I have been working on my emacs www browser, trying to get HTTP/1.0 to
work. Now, as I understand it, a valid HTRQ would look something like
this:
GET /somefile.html HTRQ
From: [email protected]
Accept-encoding: x-compress; x-zip
Accept: Accept: application/postscript
Accept: application/dvi
Accept: application/latex
Accept: application/tex
Accept: application/texinfo
Accept: application/x-rtf
[...] more headers here
User-Agent: Emacs-W3 .904b
^^ Blank line to end header, ala rfc822
Problem is, on some servers this will return a truncated page. I
checked, and my process-sentinel isn't jumping the gun, the
network-stream had actually closed, its just that part of the file
didn't come through. If I go to a shell window and telnet to the host
and send it the string GET /somefile.html HTRQ it responds immediately
with the whole file. (As its supposed to, since this one I know
doesn't grok HTTP/1.0 fully)
Sooooo - is it the extra lines that don't get actually sent to the
network stream that are causing the process to die early? (Typical
request is ~750 bytes) Is there some sort of maximum string size that
you can send via process-send-string? (Doubtful, since it works fine
on lots of servers that understand the new protocol, and others that
don't) <<< On the odd chance any elisp hackers are reading. :)

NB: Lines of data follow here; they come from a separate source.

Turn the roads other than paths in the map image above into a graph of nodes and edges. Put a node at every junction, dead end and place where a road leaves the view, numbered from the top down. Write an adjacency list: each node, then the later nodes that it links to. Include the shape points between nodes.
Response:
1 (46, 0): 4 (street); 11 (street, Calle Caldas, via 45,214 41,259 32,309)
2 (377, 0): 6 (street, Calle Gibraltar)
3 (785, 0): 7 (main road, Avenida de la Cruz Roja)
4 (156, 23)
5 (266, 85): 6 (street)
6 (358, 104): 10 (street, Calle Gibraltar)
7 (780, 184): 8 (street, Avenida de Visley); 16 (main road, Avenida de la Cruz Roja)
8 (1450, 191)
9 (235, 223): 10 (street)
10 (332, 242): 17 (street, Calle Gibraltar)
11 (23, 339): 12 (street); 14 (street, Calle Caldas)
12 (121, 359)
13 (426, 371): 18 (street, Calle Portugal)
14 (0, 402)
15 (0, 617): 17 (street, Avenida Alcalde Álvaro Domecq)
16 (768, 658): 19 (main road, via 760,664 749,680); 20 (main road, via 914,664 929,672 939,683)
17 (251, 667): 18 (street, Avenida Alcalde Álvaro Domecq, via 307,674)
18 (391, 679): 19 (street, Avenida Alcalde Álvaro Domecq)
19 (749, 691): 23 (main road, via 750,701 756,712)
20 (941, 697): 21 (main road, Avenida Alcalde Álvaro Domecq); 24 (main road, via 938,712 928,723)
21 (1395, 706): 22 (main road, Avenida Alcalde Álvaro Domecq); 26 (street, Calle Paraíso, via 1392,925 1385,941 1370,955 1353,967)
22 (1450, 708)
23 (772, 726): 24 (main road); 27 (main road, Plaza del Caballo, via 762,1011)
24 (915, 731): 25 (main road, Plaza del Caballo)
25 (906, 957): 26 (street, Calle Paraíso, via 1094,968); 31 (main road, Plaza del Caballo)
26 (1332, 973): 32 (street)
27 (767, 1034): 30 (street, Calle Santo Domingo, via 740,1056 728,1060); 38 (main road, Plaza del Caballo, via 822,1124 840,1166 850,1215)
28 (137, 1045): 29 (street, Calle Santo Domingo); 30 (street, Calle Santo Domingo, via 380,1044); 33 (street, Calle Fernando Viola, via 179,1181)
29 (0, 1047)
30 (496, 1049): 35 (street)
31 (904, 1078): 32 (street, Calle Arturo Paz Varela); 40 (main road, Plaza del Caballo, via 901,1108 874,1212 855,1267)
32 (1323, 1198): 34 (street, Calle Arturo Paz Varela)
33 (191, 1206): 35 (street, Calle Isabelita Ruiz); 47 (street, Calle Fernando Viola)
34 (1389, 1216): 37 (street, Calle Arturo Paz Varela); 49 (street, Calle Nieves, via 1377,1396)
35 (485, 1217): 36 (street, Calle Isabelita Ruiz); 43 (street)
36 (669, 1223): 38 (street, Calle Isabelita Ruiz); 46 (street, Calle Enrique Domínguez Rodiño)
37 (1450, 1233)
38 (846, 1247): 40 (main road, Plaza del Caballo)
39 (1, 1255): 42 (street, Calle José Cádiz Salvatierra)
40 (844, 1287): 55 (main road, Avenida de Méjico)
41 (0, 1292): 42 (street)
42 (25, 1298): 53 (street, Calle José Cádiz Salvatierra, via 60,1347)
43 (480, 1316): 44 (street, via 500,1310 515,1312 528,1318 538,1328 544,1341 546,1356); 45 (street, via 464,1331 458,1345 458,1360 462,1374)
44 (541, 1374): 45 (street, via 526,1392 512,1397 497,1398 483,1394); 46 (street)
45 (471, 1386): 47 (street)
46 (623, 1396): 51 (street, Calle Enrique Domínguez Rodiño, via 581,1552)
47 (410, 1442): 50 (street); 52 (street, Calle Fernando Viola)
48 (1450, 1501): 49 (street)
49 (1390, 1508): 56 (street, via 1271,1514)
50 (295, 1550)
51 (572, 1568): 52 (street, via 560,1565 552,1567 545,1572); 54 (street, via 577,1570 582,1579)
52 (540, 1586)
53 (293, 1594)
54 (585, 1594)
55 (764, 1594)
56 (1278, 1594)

Also - the files are always truncated in the same spot. (I don't see
how it could be net lag either - this crops up going to NCSA from IU,
with an average round trip time (according to ping) of 29
milliseconds)
Could this be a problem with the servers? (Doubtful since it works
when it only gets sent the one line) The only server I've been able
to find this on is www.ncsa.uiuc.edu - /evl/Welcome.html always gets
truncated after "The animations are in a RGB file format and".
(Although I just retrieved it, and it worked, retrieve it again, and
it gets truncated after 'format and')
As I said, very weird. 1 person has reported that the HTTP server
here at IU shows similar flakiness with this new HTTP support, but I
haven't been able to make it die yet.
If I take the call to w3-create-mime-request out and replace it with
just a plain old "GET file" it works great.
Anybody out there that can shed some light on this?